The Diva joined them on stage and started humming, a low constant hum that rose and fell with Miriam’s Krar, so that they both were working inside the Taliban Man’s guitar. The Corporal walked in with his masenko – the sound he lent them was no longer the anguished journeyman between god and the devil but rather of an elder, raspy and surefooted ageing man.
I looked over at The Diva. I was expecting to see competition, or even the look that says I am better than them. Instead her look reminded me of being in primary school and that occasional class when my English language teacher Mr. Mbugua would say something so profound that we would look at each other in awe and appreciation. Like this one time when Mr. Mbugua asked the most philosophical question – what if we are actually awake and living when we slept and dreaming when we thought we were awake, and for months afterwards that is all we spoke about. She had the look that said, I am learning something, and I appreciate how it’s being taught.
I rubbed the ear Miriam had pinched – there was still a dull pain – she was onto something.
***
Onstage, the musicians were enjoying themselves too much and they left us behind. And by the time we caught up, it was to find Miriam playing the accordion, her looking so slight and bent forward that I worried about her. But she was at it, pulling, ebbing and letting out a gentle church organ sounding song, the accordion lungs expanding and contracting gently, breathing in and out layered prayers. She was swaying side to side, dipping in and out, lifting one foot in and out, wading out of the river of this Tizita that as yet had no words.

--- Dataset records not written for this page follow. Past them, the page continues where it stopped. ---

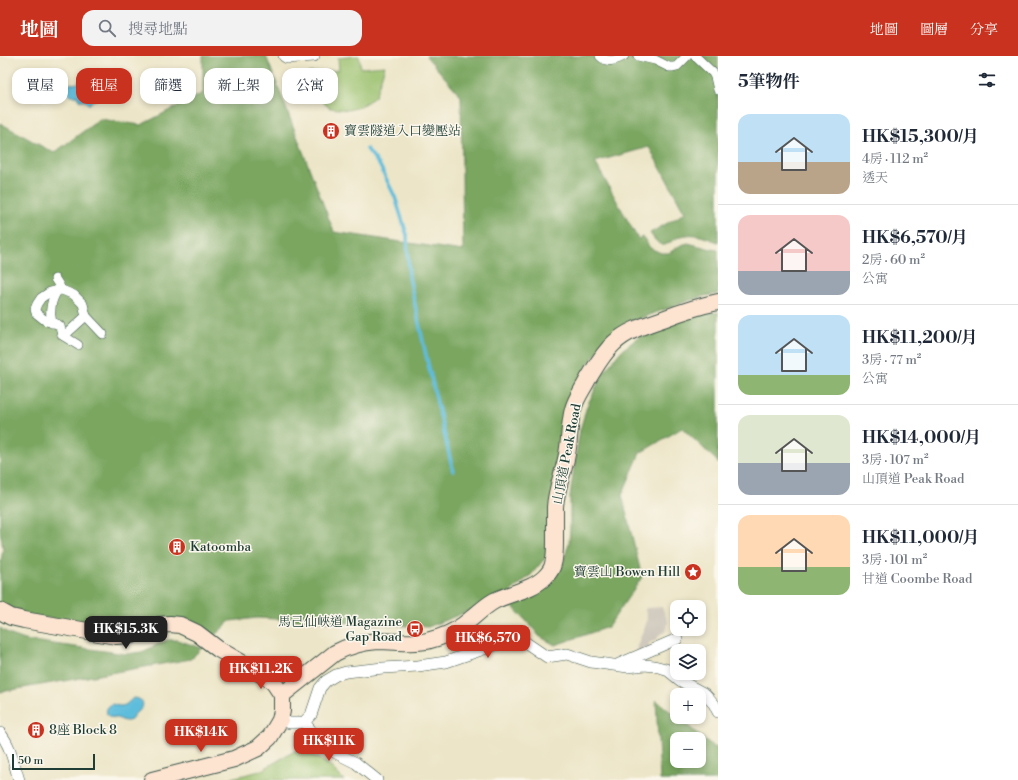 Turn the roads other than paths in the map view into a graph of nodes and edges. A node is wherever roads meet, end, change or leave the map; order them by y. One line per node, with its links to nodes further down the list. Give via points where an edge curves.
1 (284, 56): 2 (street)
2 (314, 56)
3 (600, 56): 4 (street, via 611,61)
4 (624, 56)
5 (638, 56): 6 (street, via 673,67)
6 (687, 56)
7 (695, 56): 8 (street, via 713,73)
8 (718, 90)
9 (55, 278): 10 (street)
10 (59, 290): 12 (street, via 74,295 83,304); 13 (street, via 54,294 52,303); 13 (street, via 41,298 35,309 46,322)
11 (718, 302): 21 (main road, 山頂道 Peak Road, via 687,310 634,330 614,343 598,362 574,408 566,459 556,499 554,559 552,568 542,580 488,605 463,626 443,636 421,642 378,641 345,648)
12 (86, 316): 14 (street); 15 (street)
13 (52, 323): 15 (street, via 60,326 60,332)
14 (103, 334)
15 (64, 336): 16 (street)
16 (78, 345)
17 (0, 611): 20 (main road, via 24,620 116,636 131,635 159,625 180,625)
18 (677, 639): 19 (street)
19 (616, 665): 23 (street, via 645,665 666,669 681,681 705,694); 25 (street, via 592,662 568,654 547,657 522,640 504,642 446,662 336,675 320,688 311,715)
20 (255, 669): 21 (main road, via 284,677); 22 (main road, via 271,680)
21 (311, 673): 22 (main road, 山頂道 Peak Road)
22 (282, 695): 24 (main road)
23 (718, 712)
24 (280, 720): 25 (street, via 298,724); 28 (main road, via 270,737 258,748 234,759)
25 (304, 722): 29 (street, via 328,747 356,763)
26 (0, 733): 27 (street, via 9,748)
27 (19, 780)
28 (152, 780)
29 (377, 780) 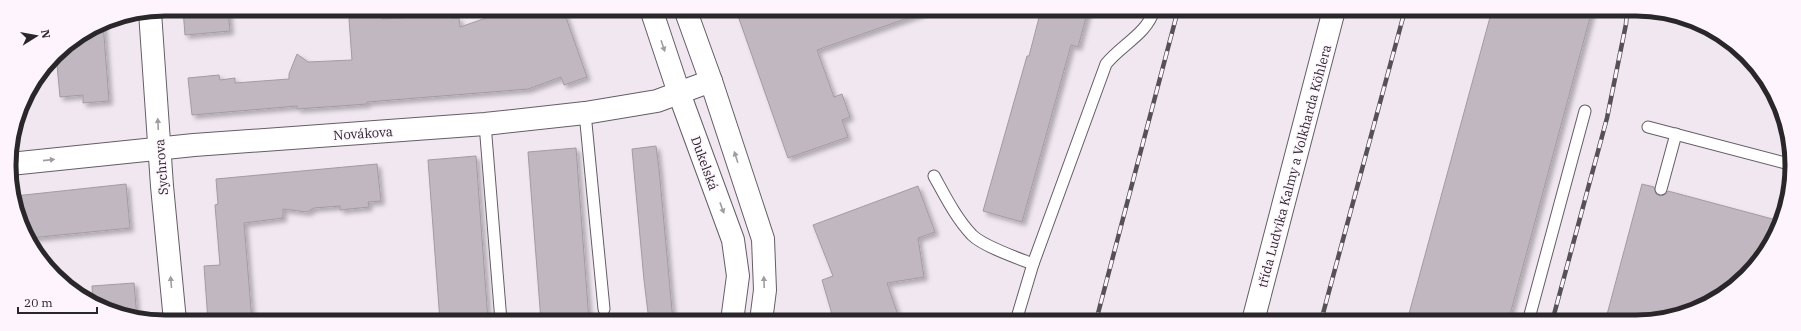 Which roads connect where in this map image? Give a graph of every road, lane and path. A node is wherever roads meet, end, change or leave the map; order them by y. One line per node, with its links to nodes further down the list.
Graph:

She stomped her feet, ran her right hand against her left on the accordion to create confused upside down rainbows of sound – and stopped and the rest of her band followed suit- and then a caesura. The silence transfixed the drunkards, gamblers, slummers and the believers in place. The silence moved from being expectant to bordering on being painful. At the end of that silence where the pain was turning into relief, the Corporal with the masenko came in and bowed a long devilish trembling bass, low and threatening. But the Taliban Man was not going to have us threatened, and his guitar with its clean thin sound, note for note, came in.
Miriam stomped her feet again and silence reigned once again and from that silence, she started singing, low long moans gliding above and underneath the lazy accordion. The Taliban Man’s guitar getting more urgent while the Diva on the piano was furious and the Corporal on his devilish masenko held everything together.
Then the Corporal left his post and came in with the low buzzing sound of the masenko, mourning that was amplified by the slow wail of the accordion as Miriam pulled it apart. Her voice, with a contained rasp, came in once again.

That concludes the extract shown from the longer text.